Escena de Fanny y Alexander (1982), película autobiográfica dirigida por Ingmar Bergman. |
La
Navidad era una explosión de regocijo. Mi madre dirigía la fiesta con mano
firme. Tuvo que haber habido una considerable organización detrás de aquella
orgía de hospitalidad, comidas, parientes que llegaban, regalos y ceremonias
religiosas.
Después del desayuno íbamos todos a la cama a dormir unas horas. La organización interna tuvo que haber seguido funcionando ya que a las dos en punto de la tarde, justo al anochecer, se servía el café. La casa estaba abierta para todos los que querían desear Felices Pascuas en la rectoría. Algunos de los amigos eran músicos de profesión y en las festividades de la tarde solía haber un concierto improvisado. Y así se iba acercando el cenit pantagruélico del día de Navidad, que era la cena. Tenía lugar en la amplia cocina donde provisionalmente se había suprimido el rango social. La comida estaba en la mesa y en los bancos del fregadero cubiertos con manteles. Los regalos se repartían en la mesa del comedor. Se traían los cestos, mi padre oficiaba provisto de un puro y una copa de licor, se entregaban los paquetes, se leían versos, se aplaudían y comentaban: no había regalo sin versos.
Y ahora viene lo del cinematógrafo.
Fue a mi hermano a quien se lo dieron.
Yo empecé inmediatamente a aullar, fui
reprendido, desaparecí debajo de la mesa donde seguí gritando, me dijeron que hiciera
el favor de callarme, me fui corriendo al cuarto jurando y maldiciendo, pensé
escaparme de casa y, finalmente, me dormí de tristeza.
La fiesta siguió su curso.
Desperté ya entrada la noche. Abajo,
Gertrud cantaba una canción popular, la luz de la lámpara estaba encendida. Una
lámina transparente con el portal de Belén y la adoración de los pastores
brillaba tenuemente sobre la alta cómoda.
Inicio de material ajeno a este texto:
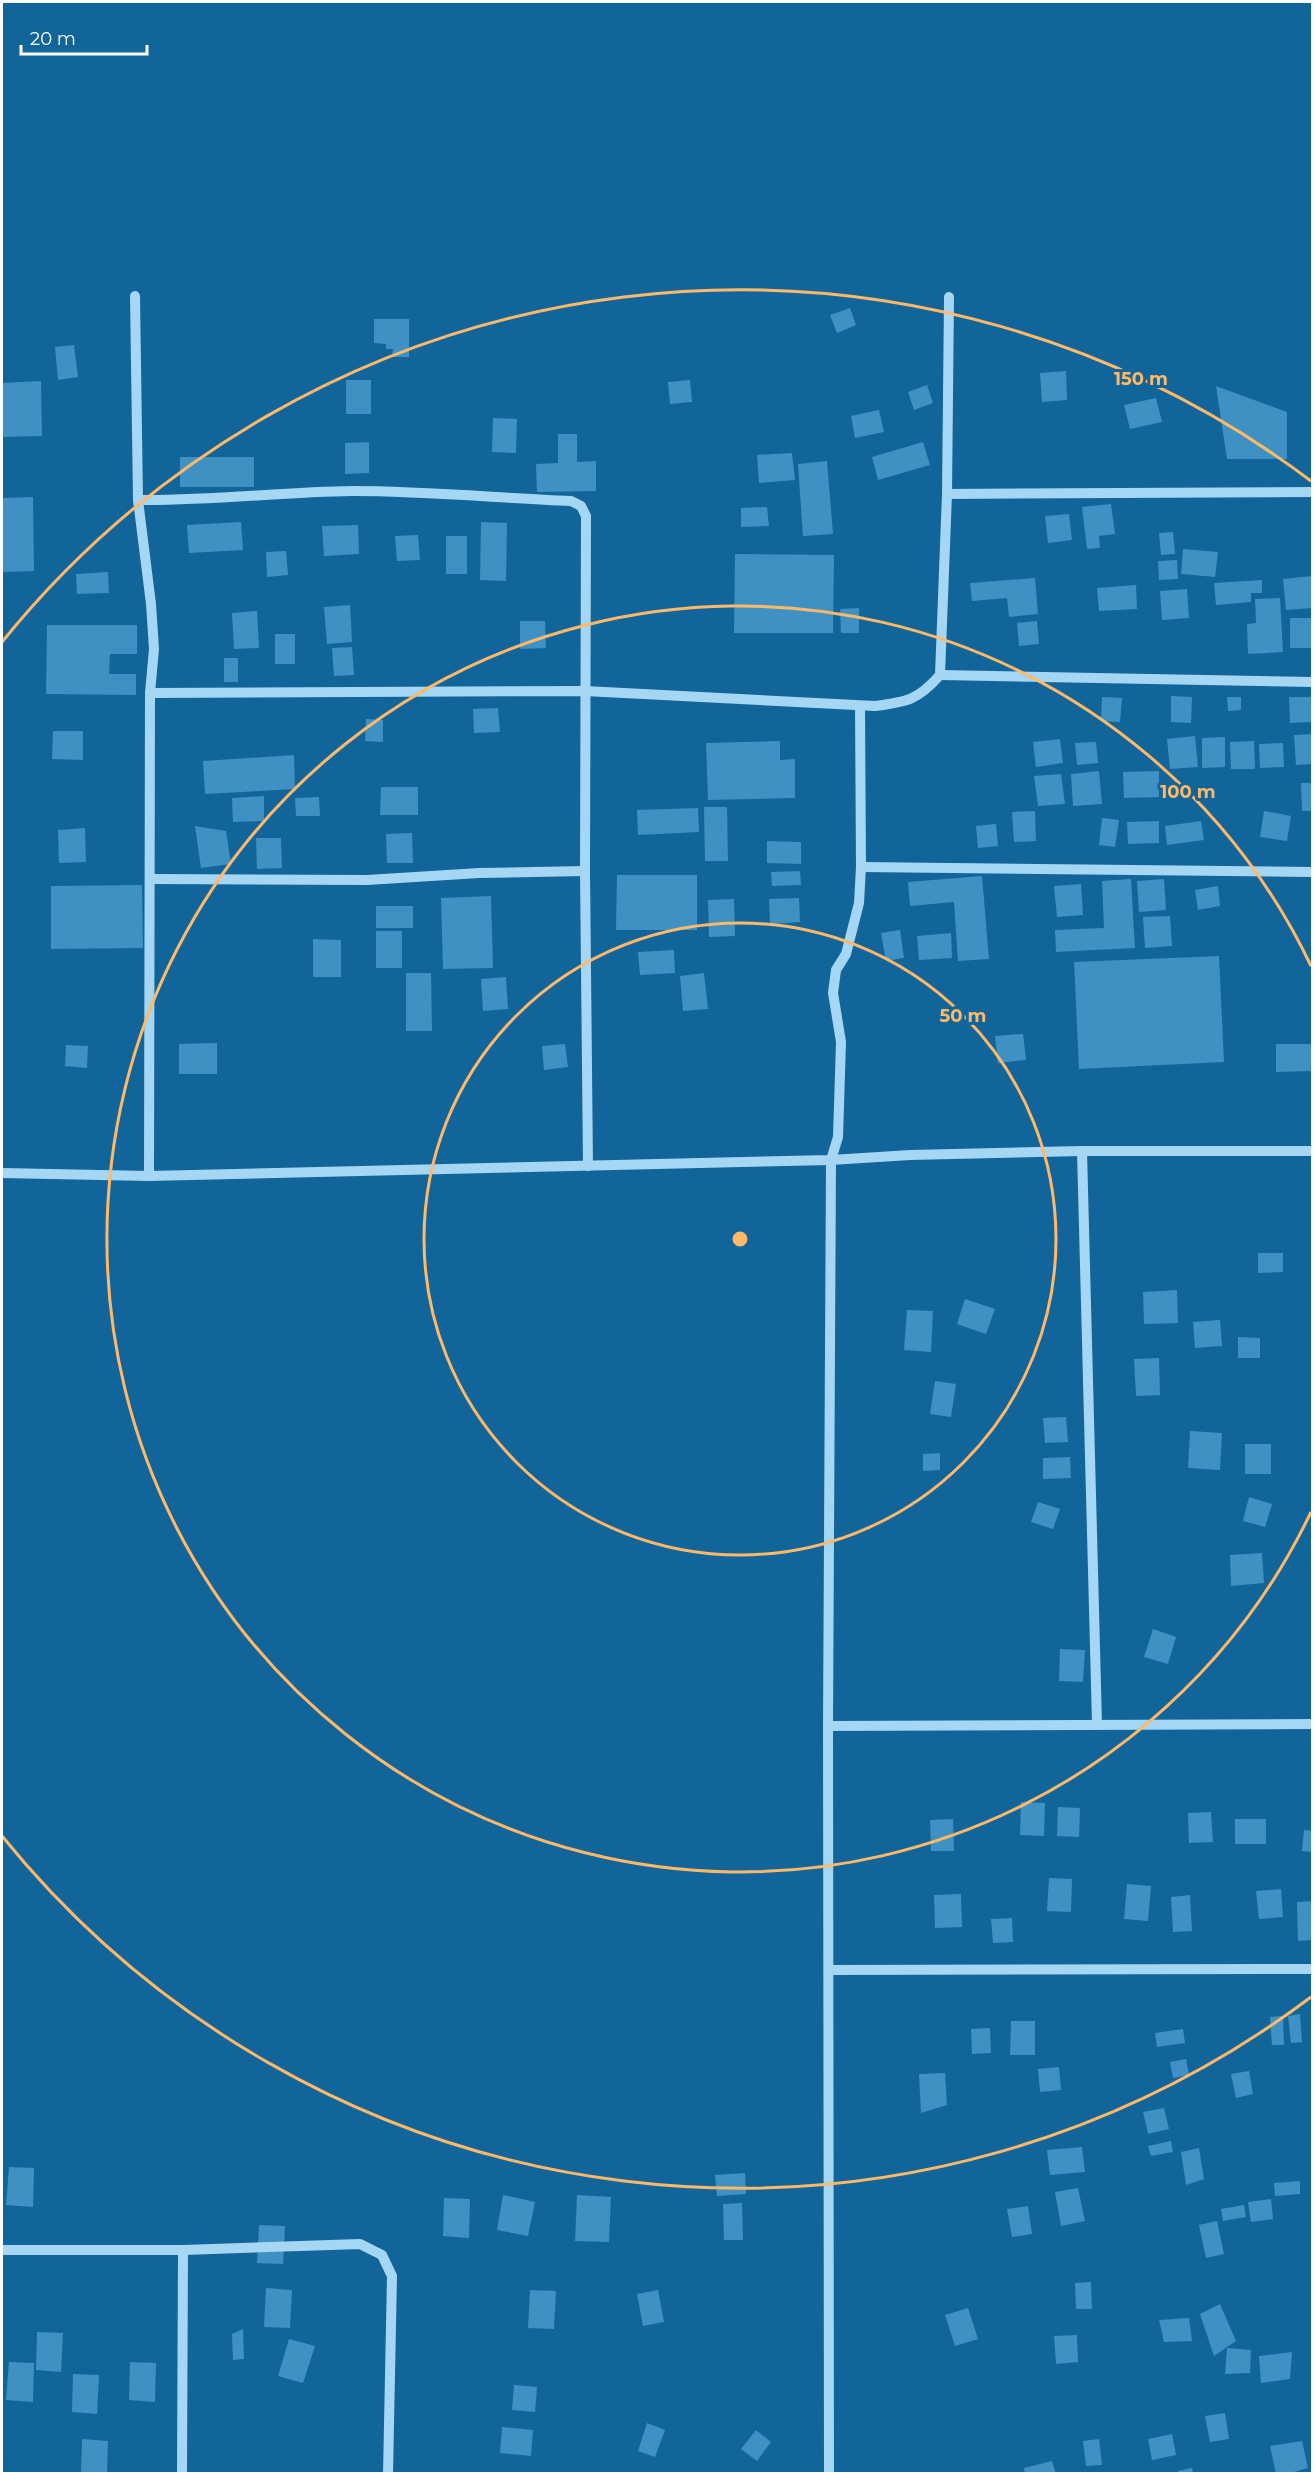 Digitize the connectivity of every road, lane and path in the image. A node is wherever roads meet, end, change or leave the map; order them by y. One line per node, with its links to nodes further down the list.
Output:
1 (135, 296): 5 (street)
2 (949, 297): 4 (street)
3 (1312, 492): 4 (street)
4 (947, 494): 6 (street)
5 (138, 500): 8 (street); 9 (street)
6 (939, 675): 7 (street); 10 (street)
7 (1312, 682)
8 (585, 691): 9 (street); 10 (street); 12 (street)
9 (150, 693): 14 (street)
10 (860, 706): 11 (street)
11 (861, 867): 13 (street); 17 (street)
12 (585, 871): 14 (street); 18 (street)
13 (1312, 872)
14 (151, 879): 20 (street)
15 (1082, 1151): 16 (street); 17 (street); 21 (street)
16 (1312, 1151)
17 (831, 1160): 18 (street); 23 (street)
18 (588, 1166): 20 (street)
19 (2, 1173): 20 (street)
20 (149, 1176)
21 (1097, 1724): 22 (street); 23 (street)
22 (1312, 1724)
23 (828, 1726): 25 (street)
24 (1312, 1969): 25 (street)
25 (829, 1970): 30 (street)
26 (2, 2250): 27 (street)
27 (183, 2250): 28 (street); 29 (street)
28 (182, 2474)
29 (388, 2474)
30 (829, 2474) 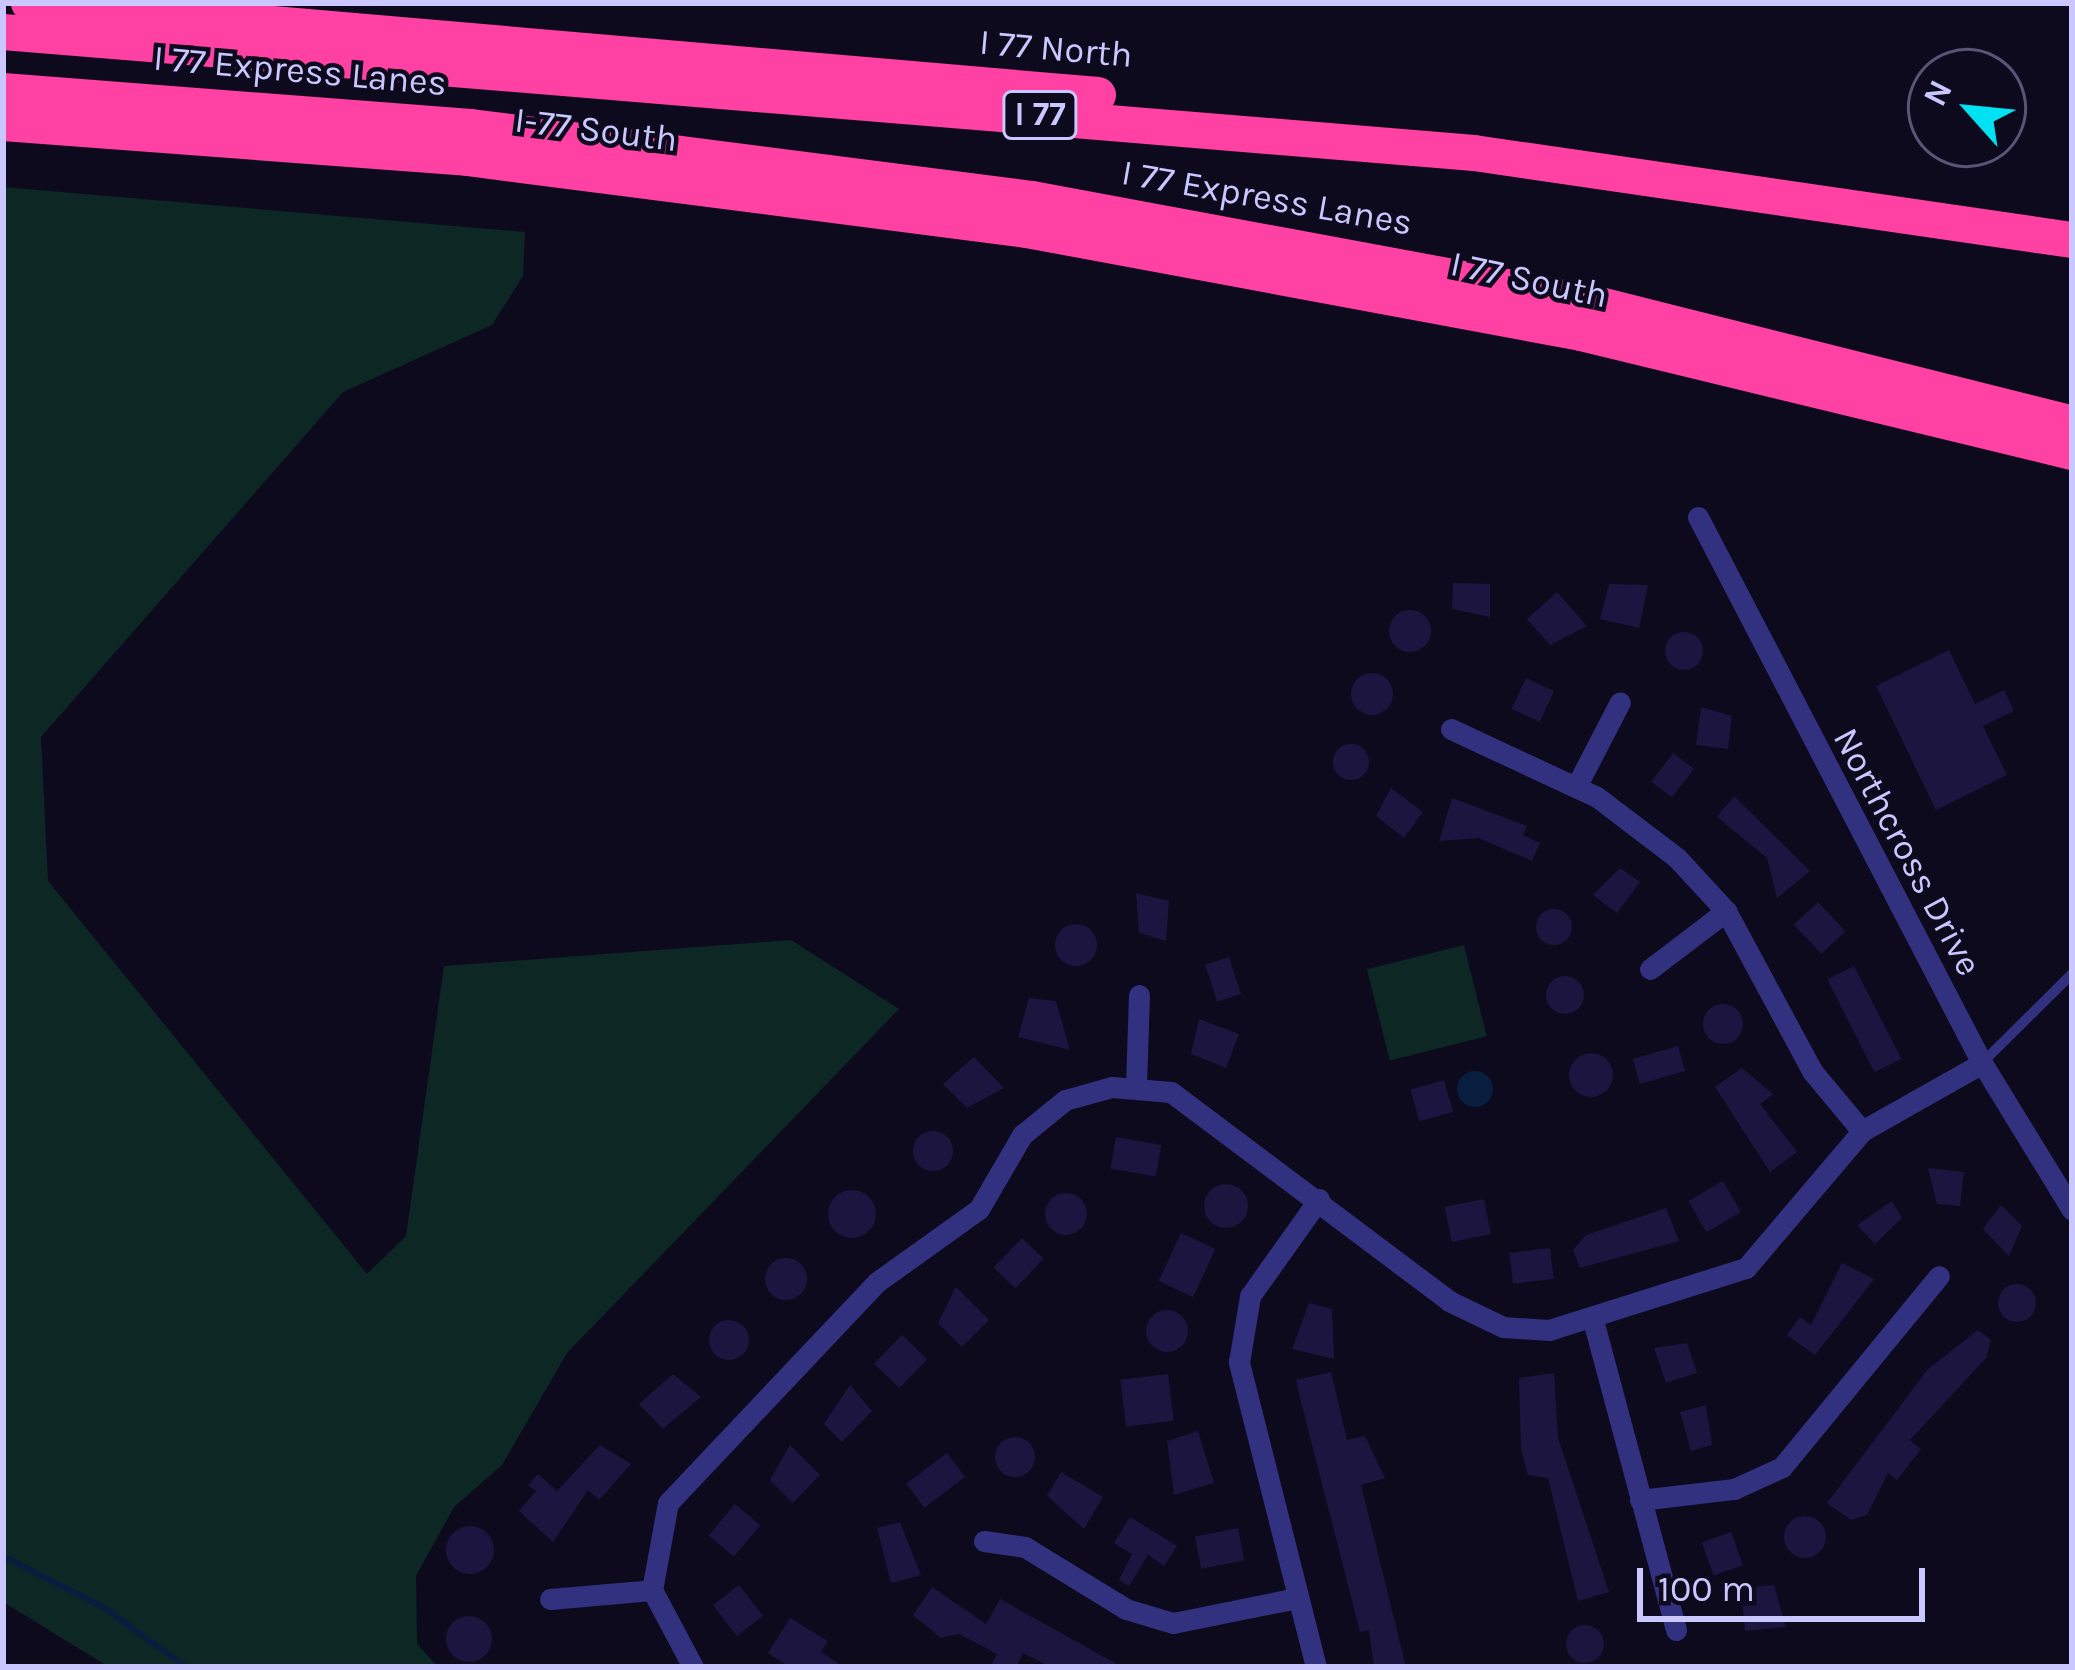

En la mesa blanca plegable, entre los
demás regalos de mi hermano, estaba el cinematógrafo con su chimenea curvada,
su lente circundada por latón delicadamente trabajado y su soporte para los
rollos de película.
Tomé una decisión rápida, desperté a
mi hermano y le propuse un trato. Le ofrecí mis cien soldados de plomo a cambio
del cinematógrafo. Como Dag tenía un gran ejército y siempre estaba enzarzado
en asuntos bélicos con sus amigos, llegamos a un acuerdo satisfactorio para los
dos.
El cinematógrafo era mío.
No era una máquina complicada. La
luz procedía de una lámpara de queroseno y la manivela estaba unida a una rueda
dentada y a una cruz de Malta. En el lado posterior de la caja de hojalata
había un sencillo espejo reflector. Detrás de la lente había un soporte para
transparencias coloreadas. Con el aparato venía también una caja cuadrada de
color violeta. Contenía unas cuantas transparencias de vidrio y una película de
35 mm. de color sepia. Medía unos tres metros y estaba pegada formando una
cinta sin fin. En la tapa venía el título de la película: Frau Holle. Nadie
sabía quién era la tal Frau Holle, pero con el tiempo se aclaró que era el
equivalente popular a la diosa del amor de los países mediterráneos.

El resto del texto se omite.